Thursday, January 12, 2012

Lunch Out?

I'm getting back in touch with my committee and departmental duties for the semester coming, and it looks like we're going to have a number of job candidates on campus in the first few weeks of the semester, and that means we're going to need to feed them.

We usually do a sign up thing for people to have lunch or dinner with candidates. One person is signed on as host. That person pays for the candidate's meal and hir own and then gets reimbursed by the department. Everyone else pays hir own way. And that gets expensive, especially if we're looking at two meals out a week for a couple of weeks. (I do eat out, but not usually twice a week; I almost always take my lunch to work. And when I eat out, it's likely to be with friends, so it's fun, not work.)

We haven't gotten a raise in about 8 years but we've had pay lowered in various ways, so I'm not feeling at all like I owe the state money eating out. (I'm not living high on the hog, so it's not like I won't make my mortgage payment if I pay to go out, but I've cut back in other ways.)

On the other hand, it's important to get to know candidates well enough to put in a word (though I'm often out of step with my department). Hiring new people is hugely important.

Mostly I just want to vent right now, because complaining about this to the chair or anyone else wouldn't be really productive. You're IT!


  1. Ugh that's awful.

    I've heard that in some schools the people taking the candidate out also have to foot the bill for any alcohol the candidate drinks because alcohol isn't reimbursed.

  2. The department doesn't pick up the bill? That seems wrong on so many levels.

  3. The school where I worked previously had exactly the same system. And people on the exec committee were required to have at least one meal with each candidate. We would fight each other to sign up for lunches because they were so much cheaper than the dinners, which were always at the fanciest and most expensive places. One year I spent at least $300 out of pocket eating out with candidates. And that was a year in which we received a pay cut.

  4. Ouch! That is really not fair. You shouldn't have to pay out of your own pocket to do a lunch/dinner with a candidate!?! Hell, you know what might be nicer for the candidate and show some camaraderie among your staff? Have a pitch-in lunch in your department and then have someone volunteer to have the person over to their house for dinner and whoever else in the department can show up shows up.

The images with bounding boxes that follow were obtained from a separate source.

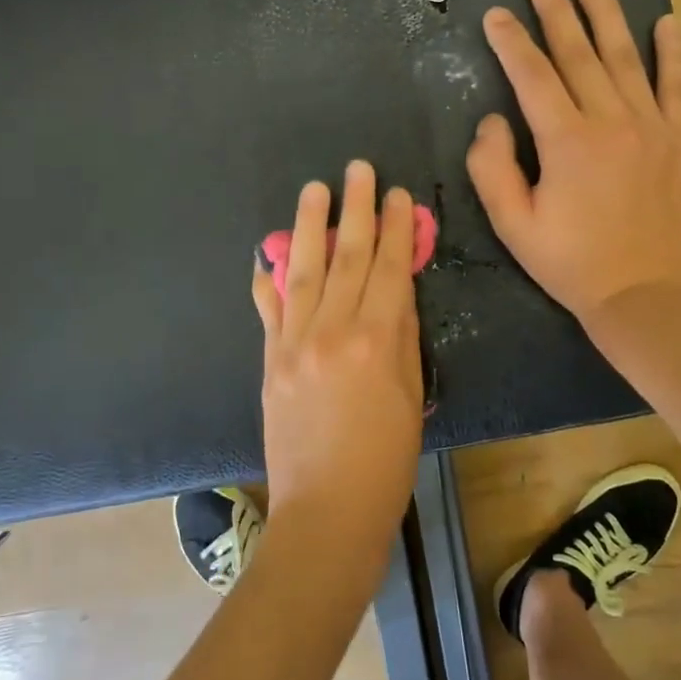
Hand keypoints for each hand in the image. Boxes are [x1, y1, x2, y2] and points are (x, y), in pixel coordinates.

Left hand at [252, 161, 424, 554]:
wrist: (326, 510)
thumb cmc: (386, 461)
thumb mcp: (411, 396)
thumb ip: (403, 337)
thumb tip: (396, 292)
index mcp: (377, 340)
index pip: (389, 268)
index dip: (396, 228)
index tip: (399, 194)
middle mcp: (332, 330)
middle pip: (346, 257)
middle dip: (355, 209)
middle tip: (358, 169)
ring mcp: (293, 344)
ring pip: (305, 272)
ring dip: (310, 226)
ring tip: (314, 189)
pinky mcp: (269, 362)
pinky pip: (268, 310)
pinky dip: (269, 278)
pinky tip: (269, 252)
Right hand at [466, 0, 680, 333]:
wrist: (647, 296)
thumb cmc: (572, 265)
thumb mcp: (514, 226)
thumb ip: (493, 169)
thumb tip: (493, 121)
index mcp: (566, 141)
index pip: (532, 76)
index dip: (511, 42)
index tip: (497, 15)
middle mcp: (611, 121)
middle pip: (579, 55)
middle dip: (556, 13)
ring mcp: (653, 127)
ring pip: (627, 58)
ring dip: (607, 17)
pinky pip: (677, 86)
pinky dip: (672, 53)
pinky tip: (667, 23)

    I think if I were a candidate, I'd rather do something like that than try to be persuaded that this is an awesome job by going to a restaurant. Of course, if your department isn't the sort where everyone likes to hang out together, then my suggestion would be somewhat painful. Nonetheless, the candidate should also get a sense of that before deciding to take the job.

    My school seems to pay for everything under the sun, and from reading others' experiences I am very grateful for this. However, there is one thing they don't pay for -- they don't pay for alcohol. Cheap bastards. :)

  5. richard9:39 AM

    No, this is true--Bardiac and I are in the same system. Alcohol is ganz verboten. Plus the host can only be reimbursed up to the state maximum for each meal (their's and the candidate's, I mean) which is something like $17 apiece. This is state law, mind you, not university policy, so getting it changed is unlikely. What can be done is use private money for hosting visitors, such as an external endowment or some such. Needless to say, those are rare in the humanities departments....

  6. Anonymous10:23 AM

    Totally unfair!

  7. That's a familiar issue which is why we tried to make group meals with candidates lunchtime affairs rather than dinners (the candidate's dinner would be paid by us but they could enjoy it quietly and privately in the fine hotel restaurant).

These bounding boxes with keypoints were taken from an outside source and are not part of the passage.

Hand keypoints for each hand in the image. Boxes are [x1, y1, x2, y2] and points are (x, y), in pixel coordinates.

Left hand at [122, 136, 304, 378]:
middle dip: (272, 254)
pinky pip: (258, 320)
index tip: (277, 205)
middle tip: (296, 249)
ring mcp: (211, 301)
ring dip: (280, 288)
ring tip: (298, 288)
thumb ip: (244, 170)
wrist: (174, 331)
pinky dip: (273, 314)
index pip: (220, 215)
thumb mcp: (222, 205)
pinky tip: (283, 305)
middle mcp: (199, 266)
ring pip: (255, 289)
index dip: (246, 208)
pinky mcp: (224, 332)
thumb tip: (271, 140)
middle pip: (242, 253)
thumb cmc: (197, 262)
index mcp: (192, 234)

    Sadly, we haven't had a chance to interview a candidate in years, despite more faculty departures than I have fingers on one hand!

  8. definitely doesn't seem right to have the responsibility of having a meal with these folks but not be reimbursed.

    fie's idea about dinners is very friendly -- but personally, i would find it stressful to need to clean and cook and shop and entertain as a job responsibility.